Return-to-Running Plan (Example)
Start when: brisk 30-min walk is pain-free; 20–25 single-leg calf raises each side with ≤ 2/10 pain; hop test tolerated.
- Week 1: Walk 4 / Run 1 × 6 (flat, easy pace), strength 2–3×/week.
- Week 2: Walk 3 / Run 2 × 6; add 4–6 × 10s relaxed strides if pain-free.
- Week 3: Walk 2 / Run 3 × 6 or 20–30 min continuous easy.
- Week 4: 30–40 min easy; small hill walks; maintain HSR.
- Week 5–6: Reintroduce hills or tempo — change one variable at a time.
Prevention & Long-Term Care
- Keep soleus work in-season: bent-knee raises or seated calf raises 2×/week.
- Gradual load changes: average ≈10% weekly; schedule deloads.

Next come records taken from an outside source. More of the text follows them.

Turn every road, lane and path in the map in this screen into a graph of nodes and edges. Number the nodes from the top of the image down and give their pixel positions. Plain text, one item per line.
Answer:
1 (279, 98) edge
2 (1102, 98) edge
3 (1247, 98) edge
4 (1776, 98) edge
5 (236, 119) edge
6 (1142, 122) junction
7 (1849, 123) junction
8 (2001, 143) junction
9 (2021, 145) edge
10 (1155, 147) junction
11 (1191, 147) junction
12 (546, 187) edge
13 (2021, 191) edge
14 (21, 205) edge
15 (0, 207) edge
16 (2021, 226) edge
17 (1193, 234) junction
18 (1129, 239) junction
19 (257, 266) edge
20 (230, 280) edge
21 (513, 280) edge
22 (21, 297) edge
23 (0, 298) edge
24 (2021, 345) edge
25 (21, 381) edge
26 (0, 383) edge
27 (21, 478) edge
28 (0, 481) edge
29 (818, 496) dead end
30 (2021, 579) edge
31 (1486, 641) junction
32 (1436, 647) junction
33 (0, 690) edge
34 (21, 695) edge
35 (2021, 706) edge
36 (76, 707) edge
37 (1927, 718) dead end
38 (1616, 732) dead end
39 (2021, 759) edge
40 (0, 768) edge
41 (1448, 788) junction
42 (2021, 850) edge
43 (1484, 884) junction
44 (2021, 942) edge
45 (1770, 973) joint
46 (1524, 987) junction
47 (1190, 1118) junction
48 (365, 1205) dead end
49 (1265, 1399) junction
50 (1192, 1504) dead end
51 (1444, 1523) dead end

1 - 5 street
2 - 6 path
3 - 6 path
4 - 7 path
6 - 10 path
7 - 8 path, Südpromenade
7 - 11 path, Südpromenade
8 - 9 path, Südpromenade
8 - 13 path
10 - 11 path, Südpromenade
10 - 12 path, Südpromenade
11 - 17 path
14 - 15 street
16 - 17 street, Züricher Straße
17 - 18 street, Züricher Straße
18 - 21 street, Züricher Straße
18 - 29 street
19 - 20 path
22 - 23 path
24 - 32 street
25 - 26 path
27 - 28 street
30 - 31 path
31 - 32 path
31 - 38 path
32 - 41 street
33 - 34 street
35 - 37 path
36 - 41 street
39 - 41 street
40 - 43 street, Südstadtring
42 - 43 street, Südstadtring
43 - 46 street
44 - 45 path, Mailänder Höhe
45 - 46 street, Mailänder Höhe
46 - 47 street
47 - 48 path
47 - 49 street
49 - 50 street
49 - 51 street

- Cadence check: a 5–7% increase often reduces overstride calf load.
- Shoe rotation: alternate pairs; replace at 500–800 km depending on wear.
- Recovery basics: sleep, protein, hydration, and balanced energy intake.
Book Your Calf/Soleus Assessment
Initial assessment and treatment from £49. Clinics in Southampton & Romsey with early and evening appointments.
- Call: 07748 483639
- Email: enquiries@the-recovery-room.co.uk
- Online bookings: the-recovery-room.co.uk
FAQs
How long does a calf or soleus strain take to heal?
Grade I often settles in 2–3 weeks with structured loading; Grade II may need 4–8+ weeks. Soleus strains can be slower because they’re used heavily in easy running.
Should I stretch my calf early on?
No. Aggressive stretching in the acute phase can aggravate the tear. Start with isometrics and slow-strength work; add gentle mobility later.
Can I keep running?
Avoid impact in the acute phase. Begin a walk–run once criteria are met and symptoms remain ≤ 2/10 and settle within 24 hours.
Why do my calf strains always return late in a race?
Fatigue + under-trained soleus endurance is common. Build heavy slow resistance and high-rep single-leg endurance; manage pacing and pre-race training spikes.
Could this be Achilles tendinopathy instead?
Sometimes. Achilles pain is local to the tendon and often stiff in the morning.
We’ll differentiate on assessment and adjust the plan (shockwave + tendon loading if needed).